Appropriately for its Silicon Valley location, San Jose Museum of Art has presented some stunning exhibitions of technology-enabled art, notably the marvelous “Jennifer Steinkamp” exhibition of 2006, in which that artist’s installations of animated light consumed the viewer in total environments of undulating color and form—sometimes representational, mostly abstract—hearkening back to the 20th century video art of Bill Viola and others. Another exhibit of that same year, “Edge Conditions,” featured cutting-edge digital art, significantly Listening Post by Mark Hansen and Ben Rubin, which synthesized and translated information “gathered” from real-time Internet activity into a massive interactive digital visual and musical display. Steinkamp’s works repeated patterns in a massive video loop, while Listening Post created a “canvas” of digital monitors exhibiting a fascinating but distinguishable progression.
The current “Leo Villareal” exhibition at the San Jose Museum of Art reveals, more than any exhibit I’ve seen, an evolutionary moment in technology-enabled art. The “objects” of transmission are themselves elegant: the 10-by-15-foot wall of mirror-finished stainless steel with hundreds of recessed LED lights of Diamond Sea; a dozen naked horizontal LED tubes in Chasing Rainbows with just enough space between them to act as a pinstripe shadow in the colorful streams of light, while the black curving wires and plugs at the end of each 8-foot tube frame the motion of light that goes through them. The light sequences appear to be completely random.
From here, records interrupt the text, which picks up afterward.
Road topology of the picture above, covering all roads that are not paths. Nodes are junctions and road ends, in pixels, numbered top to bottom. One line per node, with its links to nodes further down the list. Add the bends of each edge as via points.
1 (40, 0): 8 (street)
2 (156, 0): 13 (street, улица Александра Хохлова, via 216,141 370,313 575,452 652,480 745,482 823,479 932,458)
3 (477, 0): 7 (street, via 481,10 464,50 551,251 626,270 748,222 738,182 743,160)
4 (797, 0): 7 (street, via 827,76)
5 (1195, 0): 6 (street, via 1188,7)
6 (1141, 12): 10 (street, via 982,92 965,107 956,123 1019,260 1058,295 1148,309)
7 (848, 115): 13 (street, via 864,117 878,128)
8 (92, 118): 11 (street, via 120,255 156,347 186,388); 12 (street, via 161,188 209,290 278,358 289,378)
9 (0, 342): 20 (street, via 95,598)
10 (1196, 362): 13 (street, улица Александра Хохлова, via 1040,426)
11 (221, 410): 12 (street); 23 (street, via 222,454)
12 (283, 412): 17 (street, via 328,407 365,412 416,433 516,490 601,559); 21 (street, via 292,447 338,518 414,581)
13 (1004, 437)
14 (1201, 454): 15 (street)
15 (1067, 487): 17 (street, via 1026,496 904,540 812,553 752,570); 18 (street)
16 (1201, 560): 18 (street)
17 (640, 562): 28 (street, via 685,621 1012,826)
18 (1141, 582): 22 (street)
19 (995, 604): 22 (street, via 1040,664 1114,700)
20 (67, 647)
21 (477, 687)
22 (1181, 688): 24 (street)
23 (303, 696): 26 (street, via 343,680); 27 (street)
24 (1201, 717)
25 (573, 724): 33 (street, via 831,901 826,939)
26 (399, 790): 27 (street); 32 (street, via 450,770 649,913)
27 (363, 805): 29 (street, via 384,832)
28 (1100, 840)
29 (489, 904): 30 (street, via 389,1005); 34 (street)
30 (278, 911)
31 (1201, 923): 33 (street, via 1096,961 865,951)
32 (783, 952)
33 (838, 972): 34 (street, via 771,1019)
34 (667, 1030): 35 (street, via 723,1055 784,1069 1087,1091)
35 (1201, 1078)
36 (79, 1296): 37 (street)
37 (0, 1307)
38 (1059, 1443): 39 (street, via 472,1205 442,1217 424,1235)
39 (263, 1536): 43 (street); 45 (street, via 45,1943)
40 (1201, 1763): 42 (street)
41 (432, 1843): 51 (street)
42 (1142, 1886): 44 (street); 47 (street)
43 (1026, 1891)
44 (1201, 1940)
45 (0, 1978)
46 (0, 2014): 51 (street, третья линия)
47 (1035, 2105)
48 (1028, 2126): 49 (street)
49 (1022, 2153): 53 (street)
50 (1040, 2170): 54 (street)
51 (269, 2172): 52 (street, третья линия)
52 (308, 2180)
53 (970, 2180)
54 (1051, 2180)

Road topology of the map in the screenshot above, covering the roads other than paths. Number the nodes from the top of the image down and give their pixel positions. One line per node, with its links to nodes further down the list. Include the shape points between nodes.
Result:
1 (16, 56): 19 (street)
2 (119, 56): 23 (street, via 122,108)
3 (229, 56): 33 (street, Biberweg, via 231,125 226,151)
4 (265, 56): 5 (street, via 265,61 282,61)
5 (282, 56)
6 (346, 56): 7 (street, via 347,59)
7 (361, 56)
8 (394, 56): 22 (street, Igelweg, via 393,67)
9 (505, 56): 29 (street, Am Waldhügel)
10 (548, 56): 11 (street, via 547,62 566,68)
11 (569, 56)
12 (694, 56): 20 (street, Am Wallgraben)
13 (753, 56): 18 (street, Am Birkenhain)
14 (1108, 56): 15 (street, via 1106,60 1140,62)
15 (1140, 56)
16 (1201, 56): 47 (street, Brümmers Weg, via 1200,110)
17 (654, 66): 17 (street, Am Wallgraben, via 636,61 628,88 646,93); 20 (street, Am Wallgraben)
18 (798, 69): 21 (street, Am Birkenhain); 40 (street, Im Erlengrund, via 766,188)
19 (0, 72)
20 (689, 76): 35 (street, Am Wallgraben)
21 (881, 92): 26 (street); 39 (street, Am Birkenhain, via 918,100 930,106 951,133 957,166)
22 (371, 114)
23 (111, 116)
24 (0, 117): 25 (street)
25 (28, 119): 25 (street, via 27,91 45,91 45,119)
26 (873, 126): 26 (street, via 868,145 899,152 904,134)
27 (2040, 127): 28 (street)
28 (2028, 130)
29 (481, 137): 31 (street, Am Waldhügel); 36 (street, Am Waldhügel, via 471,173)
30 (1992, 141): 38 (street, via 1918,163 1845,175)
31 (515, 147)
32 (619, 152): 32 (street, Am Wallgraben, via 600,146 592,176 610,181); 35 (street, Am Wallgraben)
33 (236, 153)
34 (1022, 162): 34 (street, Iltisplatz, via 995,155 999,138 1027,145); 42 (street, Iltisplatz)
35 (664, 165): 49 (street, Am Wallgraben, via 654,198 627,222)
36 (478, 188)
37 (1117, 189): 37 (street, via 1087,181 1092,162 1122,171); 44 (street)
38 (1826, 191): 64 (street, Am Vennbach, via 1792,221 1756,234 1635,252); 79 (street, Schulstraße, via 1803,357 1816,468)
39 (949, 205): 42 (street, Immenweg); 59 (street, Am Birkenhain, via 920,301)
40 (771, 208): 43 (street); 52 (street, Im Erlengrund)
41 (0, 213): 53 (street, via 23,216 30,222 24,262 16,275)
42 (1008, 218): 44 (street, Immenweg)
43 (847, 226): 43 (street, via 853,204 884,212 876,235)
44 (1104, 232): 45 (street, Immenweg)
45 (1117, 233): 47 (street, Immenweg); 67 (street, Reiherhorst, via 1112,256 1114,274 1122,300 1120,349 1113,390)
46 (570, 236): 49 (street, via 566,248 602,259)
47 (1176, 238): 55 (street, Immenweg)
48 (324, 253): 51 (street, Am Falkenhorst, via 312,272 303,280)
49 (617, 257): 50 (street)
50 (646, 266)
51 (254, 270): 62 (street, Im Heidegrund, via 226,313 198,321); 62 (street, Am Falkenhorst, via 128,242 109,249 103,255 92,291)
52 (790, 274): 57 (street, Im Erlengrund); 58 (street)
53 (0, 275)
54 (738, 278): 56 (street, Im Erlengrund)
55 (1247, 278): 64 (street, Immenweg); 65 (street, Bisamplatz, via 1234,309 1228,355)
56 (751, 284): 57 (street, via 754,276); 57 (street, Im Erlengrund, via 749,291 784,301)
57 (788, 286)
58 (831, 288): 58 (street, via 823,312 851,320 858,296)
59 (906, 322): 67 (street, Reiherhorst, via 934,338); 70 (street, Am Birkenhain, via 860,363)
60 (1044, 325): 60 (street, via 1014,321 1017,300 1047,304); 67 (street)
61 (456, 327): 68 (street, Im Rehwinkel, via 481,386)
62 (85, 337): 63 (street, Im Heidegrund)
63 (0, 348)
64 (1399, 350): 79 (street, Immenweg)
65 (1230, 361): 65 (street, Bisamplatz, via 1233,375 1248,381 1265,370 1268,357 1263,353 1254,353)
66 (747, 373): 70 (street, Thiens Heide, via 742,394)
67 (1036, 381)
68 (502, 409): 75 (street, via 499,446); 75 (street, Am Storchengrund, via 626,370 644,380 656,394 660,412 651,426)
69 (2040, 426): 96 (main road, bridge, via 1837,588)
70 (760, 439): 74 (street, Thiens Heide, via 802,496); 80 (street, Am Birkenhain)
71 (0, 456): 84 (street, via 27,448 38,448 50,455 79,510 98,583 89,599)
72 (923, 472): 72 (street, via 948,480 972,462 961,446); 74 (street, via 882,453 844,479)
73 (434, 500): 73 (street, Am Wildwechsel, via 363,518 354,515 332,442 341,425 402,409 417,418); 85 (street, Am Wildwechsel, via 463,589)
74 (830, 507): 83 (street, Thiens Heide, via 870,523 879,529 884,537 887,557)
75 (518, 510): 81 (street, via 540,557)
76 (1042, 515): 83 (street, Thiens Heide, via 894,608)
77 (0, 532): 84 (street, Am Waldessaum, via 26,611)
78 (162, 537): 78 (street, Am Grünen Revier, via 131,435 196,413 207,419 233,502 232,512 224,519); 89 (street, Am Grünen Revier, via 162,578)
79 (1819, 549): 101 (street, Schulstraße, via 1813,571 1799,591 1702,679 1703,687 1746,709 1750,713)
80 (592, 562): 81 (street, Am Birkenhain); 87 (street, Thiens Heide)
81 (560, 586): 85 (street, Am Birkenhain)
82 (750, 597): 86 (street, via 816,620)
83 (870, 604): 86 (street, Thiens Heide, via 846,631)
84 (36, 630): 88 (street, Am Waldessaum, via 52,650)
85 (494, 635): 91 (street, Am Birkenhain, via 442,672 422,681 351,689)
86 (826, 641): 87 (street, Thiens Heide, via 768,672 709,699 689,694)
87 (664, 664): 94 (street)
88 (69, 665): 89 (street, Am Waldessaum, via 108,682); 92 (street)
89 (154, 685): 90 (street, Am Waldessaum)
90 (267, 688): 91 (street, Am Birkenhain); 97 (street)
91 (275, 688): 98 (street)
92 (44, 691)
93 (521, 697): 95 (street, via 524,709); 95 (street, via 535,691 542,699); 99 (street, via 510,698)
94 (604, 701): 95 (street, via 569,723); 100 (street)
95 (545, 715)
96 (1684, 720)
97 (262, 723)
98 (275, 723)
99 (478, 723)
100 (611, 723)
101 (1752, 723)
Villareal’s sequences are set in motion by sometimes complex rules—the exhibition provides an opportunity for the viewer to understand the process by playing the Game of Life, in which the participant creates an initial configuration of LED-lit cells, then sees how the rules—such as “any live cell with fewer than two live neighbors dies”—play out to the end.
The for-all-intents-random sequence of, say, tiny colored LED lights on or off behind a screen of plexiglass, as in Primordial, compels the viewer to “make sense” of the pattern, to attribute values to the coalescing and separating and apparently directional movement of light, even to see a narrative unfold. In these works, Leo Villareal plays the Zen Frankenstein mimicking the primordial organization of life. Perhaps the magic is only the echo of our cells responding.